Your anonymised data may be used to help UK public health agencies (including Public Health England) and other organisations understand the spread of coronavirus within the UK population.


From 21 days after a positive diagnosis (the earliest point at which we recommend testing), the test returned a positive result in 98.3% of cases.  After 28 days, sensitivity is 100%, based on Roche’s study.

Roche used 5,991 negative samples (which were collected before October 2019). The test produced only one false-positive result – giving the test a specificity of 99.98%.

This test may not accurately detect antibodies in people who have compromised immune systems because their antibody response may be slower or weakened. This includes people with immunodeficiency diseases, infections such as HIV, or those who take medications that suppress the immune system. This may also affect the sensitivity and specificity of the test. 

A negative antibody result cannot exclude a current infection. If you have been recently exposed to a coronavirus (such as SARS-CoV or COVID-19) the level of antibodies in your blood may not have yet reached levels which are high enough for this test to detect.

Can I take my COVID antibody test sample at home?

Yes. We are now able to offer a coronavirus antibody test with a finger-prick sample collection kit. You can take your own blood sample in the comfort of your home and post it to the laboratory in the envelope  provided. Please note – this is not an at-home rapid detection test that will give you an immediate result.
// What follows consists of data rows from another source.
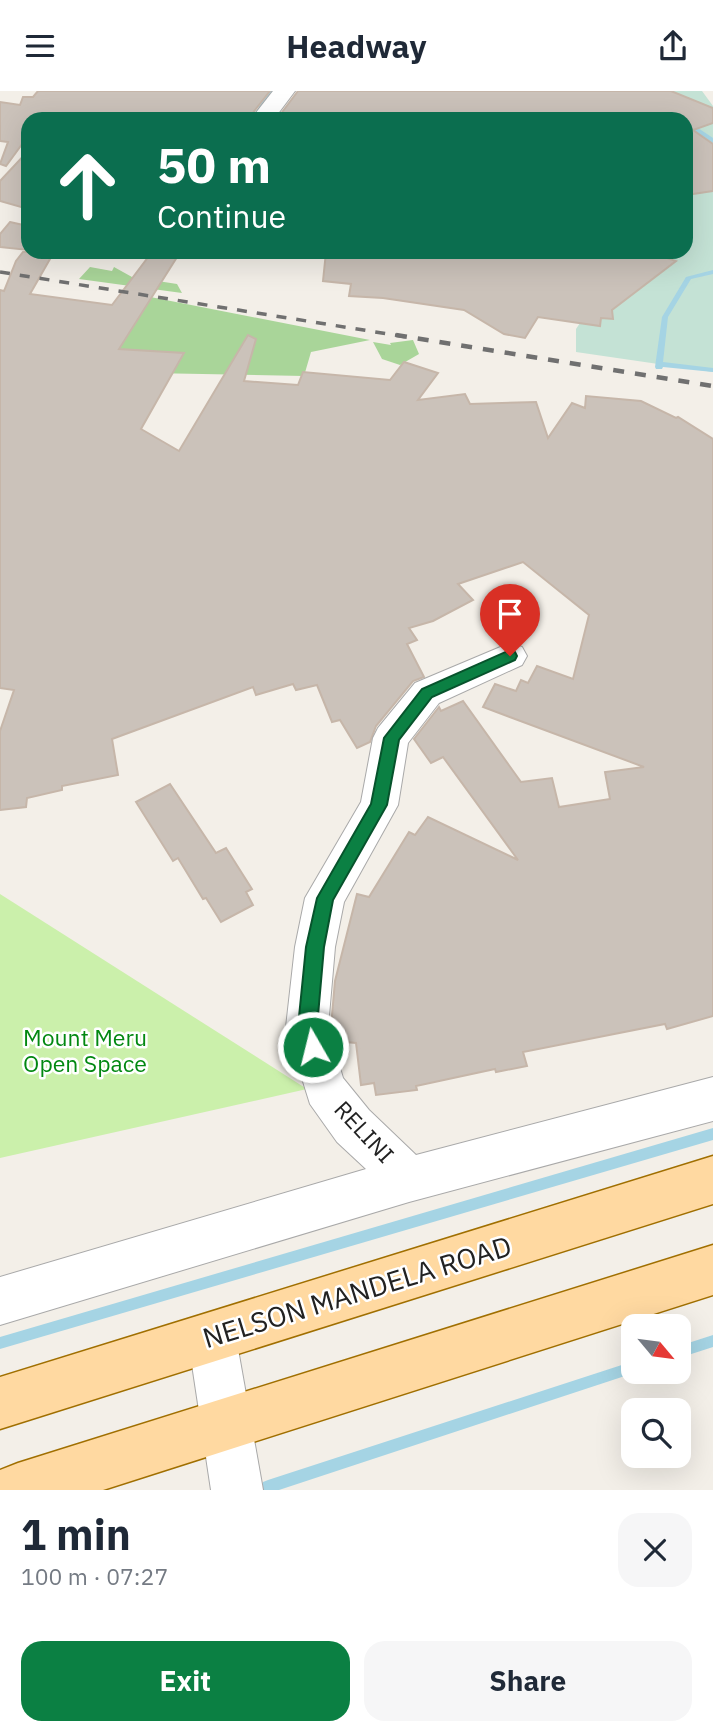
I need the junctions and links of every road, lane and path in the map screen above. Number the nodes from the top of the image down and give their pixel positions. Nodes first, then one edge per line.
1 (284, 91) edge
2 (268, 112) edge
3 (510, 656) dead end
4 (713, 1099) edge
5 (409, 1179) junction
6 (713, 1180) edge
7 (713, 1270) edge
8 (0, 1301) edge
9 (212, 1338) junction
10 (0, 1403) edge
11 (225, 1425) junction
12 (18, 1490) edge
13 (237, 1490) edge

1 - 2 street
3 - 5 street, RELINI
4 - 5 street
5 - 8 street
6 - 9 main road, NELSON MANDELA ROAD
7 - 11 main road
9 - 10 main road, NELSON MANDELA ROAD
9 - 11 street
11 - 12 main road
11 - 13 street

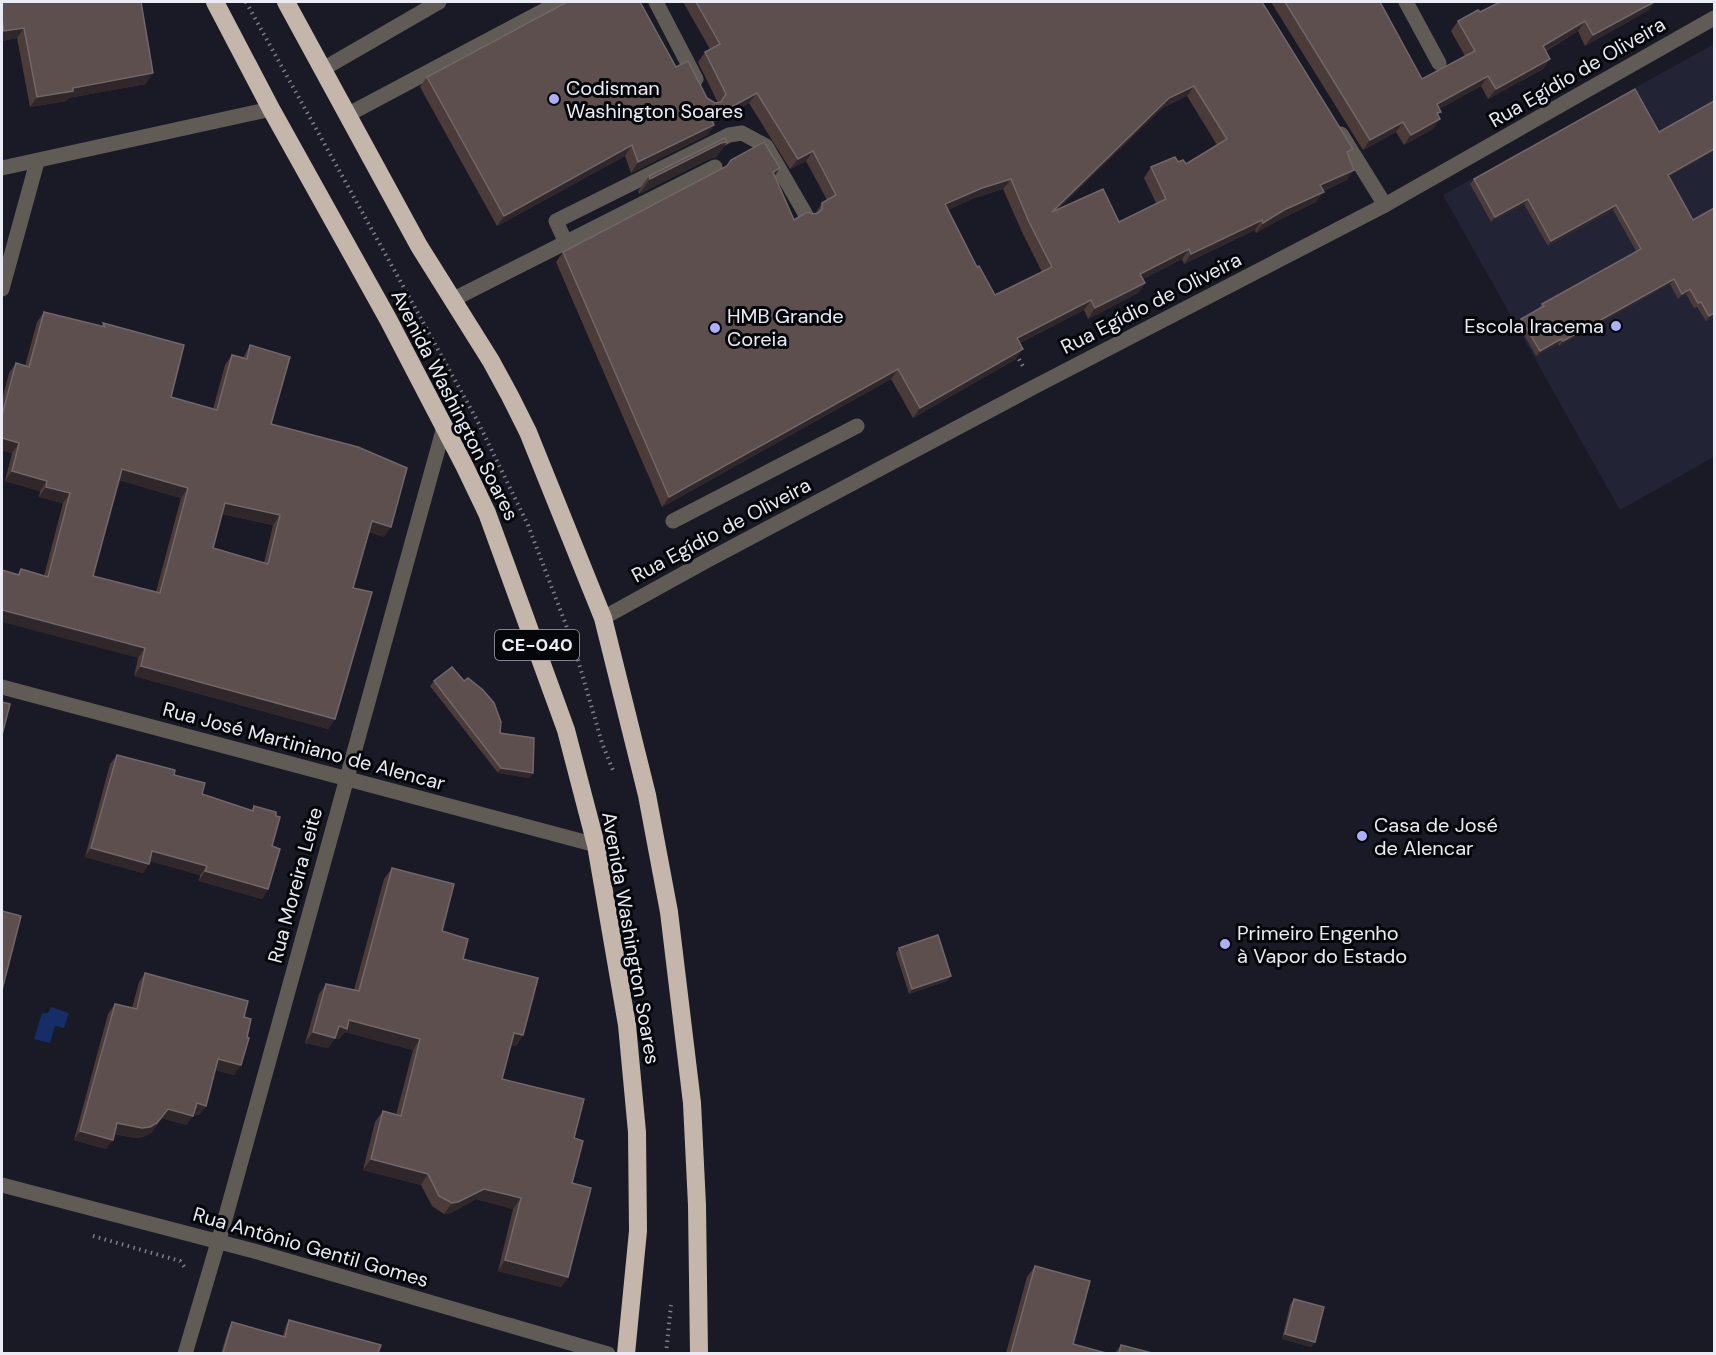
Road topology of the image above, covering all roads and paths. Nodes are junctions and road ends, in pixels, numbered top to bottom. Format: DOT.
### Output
graph roads {
  1 [pos="214,2"];
  2 [pos="286,2"];
  3 [pos="439,2"];
  4 [pos="560,2"];
  5 [pos="656,2"];
  6 [pos="1413,4"];
  7 [pos="1714,18"];
  8 [pos="1439,63"];
  9 [pos="323,69"];
  10 [pos="704,94"];
  11 [pos="271,109"];
  12 [pos="347,115"];
  13 [pos="1330,117"];
  14 [pos="37,162"];
  15 [pos="716,167"];
  16 [pos="2,168"];
  17 [pos="1385,205"];
  18 [pos="806,215"];
  19 [pos="566,243"];
  20 [pos="2,289"];
  21 [pos="452,300"];
  22 [pos="1014,349"];
  23 [pos="1034,387"];
  24 [pos="857,426"];
  25 [pos="444,427"];
  26 [pos="674,521"];
  27 [pos="603,618"];
  28 [pos="2,687"];
  29 [pos="346,778"];
  30 [pos="596,845"];
  31 [pos="2,1185"];
  32 [pos="92,1235"];
  33 [pos="218,1242"];
  34 [pos="184,1274"];
  35 [pos="185,1353"];
  36 [pos="608,1353"];
  37 [pos="626,1353"];
  38 [pos="699,1353"];
  1 -- 11 [label="highway, Avenida Washington Soares / CE-040"];
  2 -- 9 [label="highway, Avenida Washington Soares / CE-040"];
  3 -- 9 [label="street"];
  4 -- 12 [label="street"];
  5 -- 10 [label="street"];
  6 -- 8 [label="street"];
  7 -- 17 [label="street, Rua Egídio de Oliveira"];
  9 -- 12 [label="highway, Avenida Washington Soares / CE-040"];
  11 -- 14 [label="street"];
  11 -- 25 [label="highway, Avenida Washington Soares / CE-040"];
  12 -- 21 [label="highway, Avenida Washington Soares / CE-040"];
  13 -- 17 [label="street"];
  14 -- 16 [label="street"];
  14 -- 20 [label="street"];
  15 -- 19 [label="street"];
  17 -- 23 [label="street, Rua Egídio de Oliveira"];
  18 -- 19 [label="street"];
  19 -- 21 [label="street"];
  21 -- 27 [label="highway, Avenida Washington Soares / CE-040"];
  22 -- 23 [label="path"];
  23 -- 27 [label="street, Rua Egídio de Oliveira"];
  24 -- 26 [label="street"];
  25 -- 29 [label="street, Rua Moreira Leite"];
  25 -- 30 [label="highway, Avenida Washington Soares / CE-040"];
  27 -- 38 [label="highway, Avenida Washington Soares / CE-040"];
  28 -- 29 [label="street, Rua José Martiniano de Alencar"];
  29 -- 30 [label="street, Rua José Martiniano de Alencar"];
  29 -- 33 [label="street, Rua Moreira Leite"];
  30 -- 37 [label="highway, Avenida Washington Soares / CE-040"];
  31 -- 33 [label="street, Rua Antônio Gentil Gomes"];
  32 -- 34 [label="path"];
  33 -- 35 [label="street, Rua Moreira Leite"];
  33 -- 36 [label="street, Rua Antônio Gentil Gomes"];
}
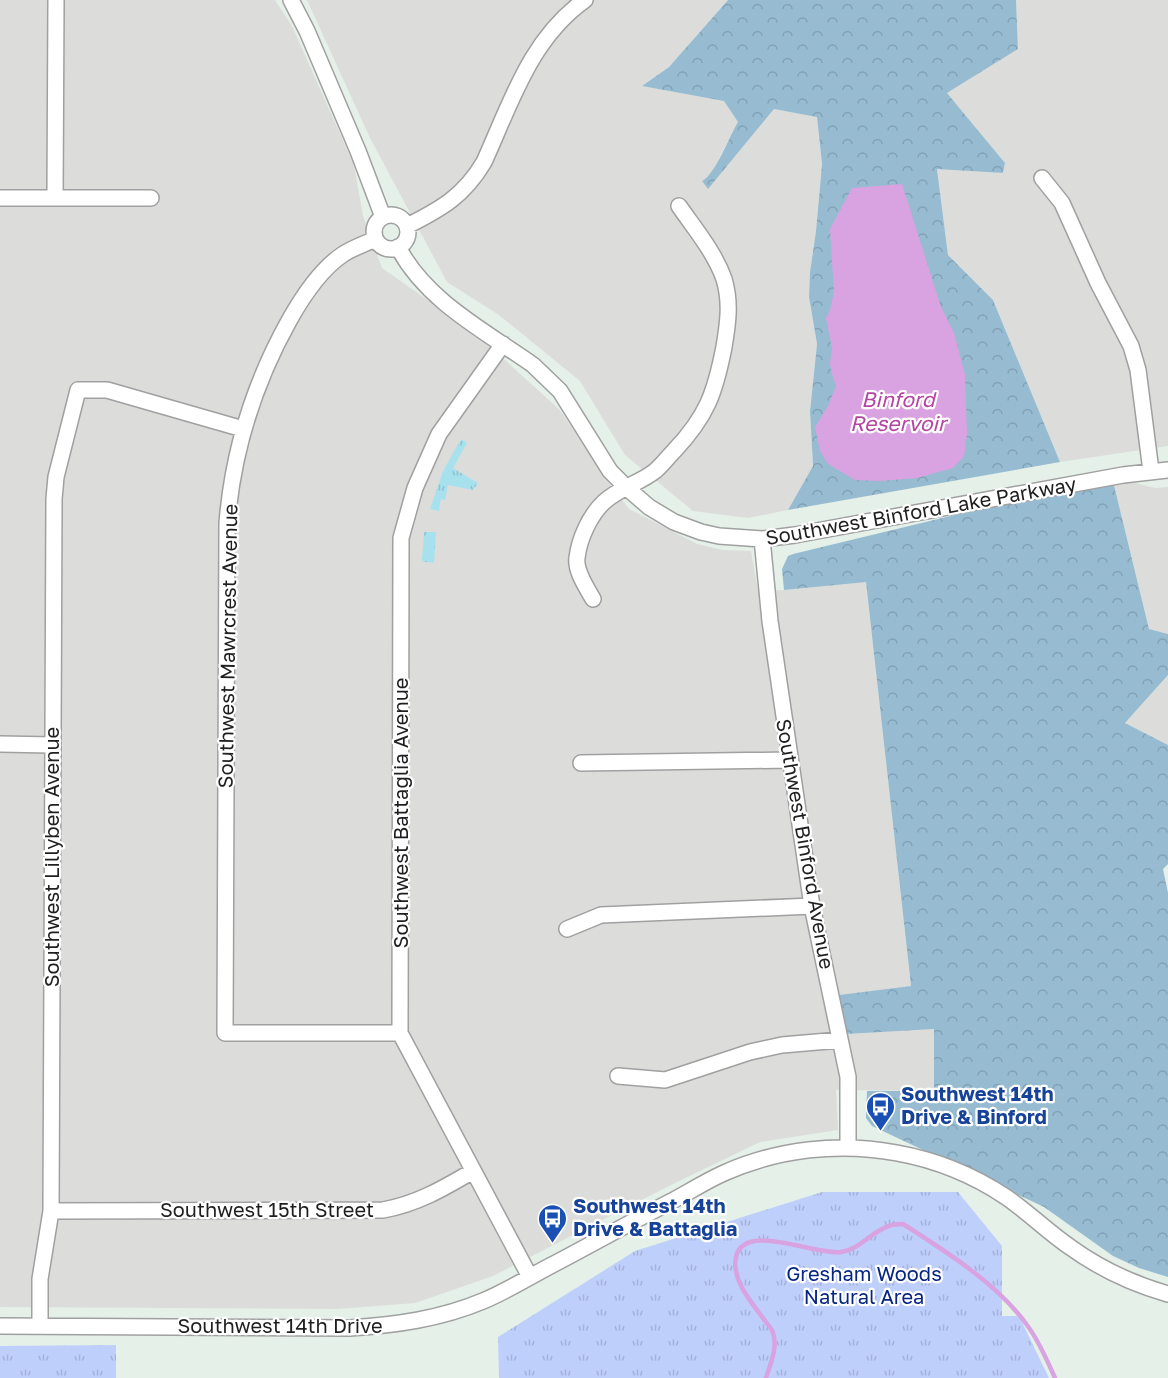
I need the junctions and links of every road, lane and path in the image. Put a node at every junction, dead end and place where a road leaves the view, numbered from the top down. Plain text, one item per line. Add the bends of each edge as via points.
1 (56, 0) edge
2 (291, 0) edge
3 (585, 0) edge
4 (565, 5) edge
5 (1042, 178) dead end
6 (0, 198) edge
7 (55, 198) junction
8 (151, 198) dead end
9 (679, 206) dead end
10 (383, 217) junction
11 (407, 226) junction
12 (375, 239) junction
13 (398, 247) junction
14 (503, 344) junction
15 (243, 429) junction
16 (1168, 470) edge
17 (1151, 471) junction
18 (627, 488) junction
19 (762, 539) junction
20 (593, 600) dead end
21 (0, 744) edge
22 (52, 745) junction
23 (789, 760) junction
24 (581, 763) dead end
25 (812, 906) junction
26 (567, 929) dead end
27 (400, 1033) junction
28 (840, 1040) junction
29 (618, 1076) dead end
30 (848, 1148) junction
31 (473, 1171) junction
32 (51, 1211) junction
33 (530, 1277) junction
34 (1168, 1294) edge
35 (0, 1326) edge
36 (40, 1326) junction

1 - 7 street
2 - 10 street
3 - 4 street
4 - 11 street via 530,61 475,178 448,203
5 - 17 street via 1062,203 1131,346 1140,382
6 - 7 street
7 - 8 street
9 - 18 street via 723,278 729,307 727,327 715,386 700,418 655,471
10 - 11 street via 397,216
10 - 12 street via 375,226
11 - 13 street via 407,238
12 - 13 street via 385,248
12 - 15 street, Southwest Mawrcrest Avenue via 342,255 298,305 273,349
13 - 14 street, Southwest Binford Lake Parkway via 427,288
14 - 18 street, Southwest Binford Lake Parkway via 560,391 610,471
14 - 27 street, Southwest Battaglia Avenue via 439,434 415,488 401,538
15 - 22 street, Southwest Lillyben Avenue via 107,390 78,390 54,499
15 - 27 street, Southwest Mawrcrest Avenue via 227,524 225,1033
16 - 17 street, Southwest Binford Lake Parkway
17 - 19 street, Southwest Binford Lake Parkway
18 - 19 street, Southwest Binford Lake Parkway via 649,507 686,527 719,536
18 - 20 street via 604,501 581,539 577,567
19 - 23 street, Southwest Binford Avenue
21 - 22 street
22 - 32 street, Southwest Lillyben Avenue
23 - 24 street
23 - 25 street, Southwest Binford Avenue
25 - 26 street via 601,915
25 - 28 street, Southwest Binford Avenue
27 - 31 street, Southwest Battaglia Avenue
28 - 29 street via 750,1052 665,1080
28 - 30 street, Southwest Binford Avenue via 848,1077
30 - 33 street, Southwest 14th Drive via 794,1152 738,1168
30 - 34 street, Southwest 14th Drive via 905,1154 958,1171 1007,1197 1086,1258 1124,1278
31 - 32 street, Southwest 15th Street via 417,1201 383,1210
31 - 33 street, Southwest Battaglia Avenue
32 - 36 street, Southwest Lillyben Avenue via 40,1279
33 - 36 street, Southwest 14th Drive via 463,1308 400,1324 350,1328
35 - 36 street, Southwest 14th Drive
The laboratory test is manufactured by Roche, a global diagnostics company, and is CE-marked for use with capillary blood samples – i.e. a sample taken using a finger prick . Our sample collection kit is also CE marked.

If I have a positive coronavirus antibody test result, do I still need to follow the government guidelines for social distancing?

Yes, until we understand more about the virus and whether the presence of antibodies means that you can’t catch it again, it is important that you follow all the recommended guidelines

Will a coronavirus antibody test tell me if I have a current infection?

No. This test detects antibodies which are produced some time after an individual becomes infected or vaccinated.

How to request a test

Please note you must be at least 18 years old to purchase a test kit and to provide a sample for testing

You do not need to visit the clinic to obtain your home test kit

  • Telephone Jenhams Clinic or email us with the following information:

Your name, address, date of birth, mobile telephone number and email address

  • A registered nurse will discuss the test and answer any further questions you may have.
  • We will request payment of £72 prior to sending the home testing kit. An invoice will be emailed to you directly. Please pay by bank transfer as we are currently unable to take credit card payments over the phone.
  • As soon as payment is received we will arrange a home testing kit to be sent to your home.
  • Clear and precise instructions are contained in the kit. Please follow them exactly.
  • Return your completed sample as instructed to the laboratory ensuring you use a Priority Postbox.
  • Your result will be emailed to you from Jenhams Clinic approximately 2 working days after the lab have received it. 



Royal Mail is not accepting any Covid-19 samples at post office counters or non-priority postboxes. All samples must be posted in a priority postbox. 

This is because the postal workers collecting from prioty postboxes have the proper PPE in order to safely handle the samples. Your return envelope will have a sticker identifying it as a Covid-19 sample. These postboxes are clearly labelled. 

You can find your nearest priority postbox on the Royal Mail website.